The strengths of our study include a large cohort examined over a 5-year time frame. The study was performed within a community setting, making the data clinically applicable, and multiple variables were simultaneously investigated. No previous studies have looked at the presence of a trainee or endoscopy clinical setting, and their impact on the number of samples collected. Limitations of our study include the retrospective design. Pertinent clinical data that would affect the pretest probability of detecting celiac disease, such as family history, human leukocyte antigen tissue transglutaminase antibody serology, and gluten-free diet response, were not incorporated, particularly in patients in the PCD cohort.

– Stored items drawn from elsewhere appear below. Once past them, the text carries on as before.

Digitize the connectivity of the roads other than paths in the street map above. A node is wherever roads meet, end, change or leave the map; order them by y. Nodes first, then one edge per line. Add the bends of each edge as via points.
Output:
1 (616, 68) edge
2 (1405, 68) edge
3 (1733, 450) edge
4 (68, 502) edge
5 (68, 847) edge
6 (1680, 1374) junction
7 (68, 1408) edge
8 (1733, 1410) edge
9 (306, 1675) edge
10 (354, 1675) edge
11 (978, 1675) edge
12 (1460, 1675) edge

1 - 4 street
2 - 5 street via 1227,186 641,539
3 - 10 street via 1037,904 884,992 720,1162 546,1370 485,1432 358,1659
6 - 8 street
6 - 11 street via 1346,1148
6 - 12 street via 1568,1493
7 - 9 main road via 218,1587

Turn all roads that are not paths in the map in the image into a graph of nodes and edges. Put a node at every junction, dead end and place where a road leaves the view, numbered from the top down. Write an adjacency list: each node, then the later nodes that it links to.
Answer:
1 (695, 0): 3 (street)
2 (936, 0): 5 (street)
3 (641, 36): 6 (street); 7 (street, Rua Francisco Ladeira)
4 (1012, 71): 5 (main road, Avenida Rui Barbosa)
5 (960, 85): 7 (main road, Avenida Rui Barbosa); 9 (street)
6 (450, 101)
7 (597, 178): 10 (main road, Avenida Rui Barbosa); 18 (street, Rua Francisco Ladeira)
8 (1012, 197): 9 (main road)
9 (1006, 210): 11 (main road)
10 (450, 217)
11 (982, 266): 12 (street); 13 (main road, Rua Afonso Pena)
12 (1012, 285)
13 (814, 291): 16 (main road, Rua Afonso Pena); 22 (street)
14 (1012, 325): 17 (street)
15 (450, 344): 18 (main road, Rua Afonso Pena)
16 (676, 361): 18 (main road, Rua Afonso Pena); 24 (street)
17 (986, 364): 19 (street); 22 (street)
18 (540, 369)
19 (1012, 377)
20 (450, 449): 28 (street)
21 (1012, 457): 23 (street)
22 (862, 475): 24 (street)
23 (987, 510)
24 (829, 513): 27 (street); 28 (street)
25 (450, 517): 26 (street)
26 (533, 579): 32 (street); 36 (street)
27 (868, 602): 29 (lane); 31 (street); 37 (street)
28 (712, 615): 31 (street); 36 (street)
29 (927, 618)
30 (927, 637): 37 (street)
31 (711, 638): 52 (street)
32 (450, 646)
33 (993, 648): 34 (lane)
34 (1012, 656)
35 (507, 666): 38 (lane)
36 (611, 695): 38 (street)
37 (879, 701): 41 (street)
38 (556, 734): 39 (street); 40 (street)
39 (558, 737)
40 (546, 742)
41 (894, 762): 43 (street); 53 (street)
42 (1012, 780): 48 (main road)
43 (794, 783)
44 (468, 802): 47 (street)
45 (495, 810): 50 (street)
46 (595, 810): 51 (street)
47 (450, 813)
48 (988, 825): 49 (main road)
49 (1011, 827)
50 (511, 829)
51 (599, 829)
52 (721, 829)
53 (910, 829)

Our finding of a higher yield of celiac disease diagnosis with higher specimen submission might be due to reverse causality, that is, patients who are most likely to have celiac disease may have more specimens submitted due to the underlying suspicion of celiac disease by the endoscopist. The post-EGD diagnosis (i.e. the final diagnosis in the NCD cohort) was not assessed, and the endoscopist may have been justified in not taking adequate samples for celiac disease if the definitive diagnosis was reached. Multiple pathologists were involved in the study, all of whom were general pathologists. PCD cases were not sent for outside expert pathology interpretation. Trainees from all three years of a fellowship program were included, and their degree of experience and grade of participation were not assessed. Furthermore, the location of the biopsy and the orientation within the duodenum were not assessed.
In summary, the yield of celiac disease diagnosis significantly improved with six biopsy samples. Adherence to guidelines when celiac disease is suspected is still not at goal, although there has been improvement in recent years. If celiac disease is considered in the differential diagnosis, it is critical that guidelines are followed to maximize the yield of the procedure.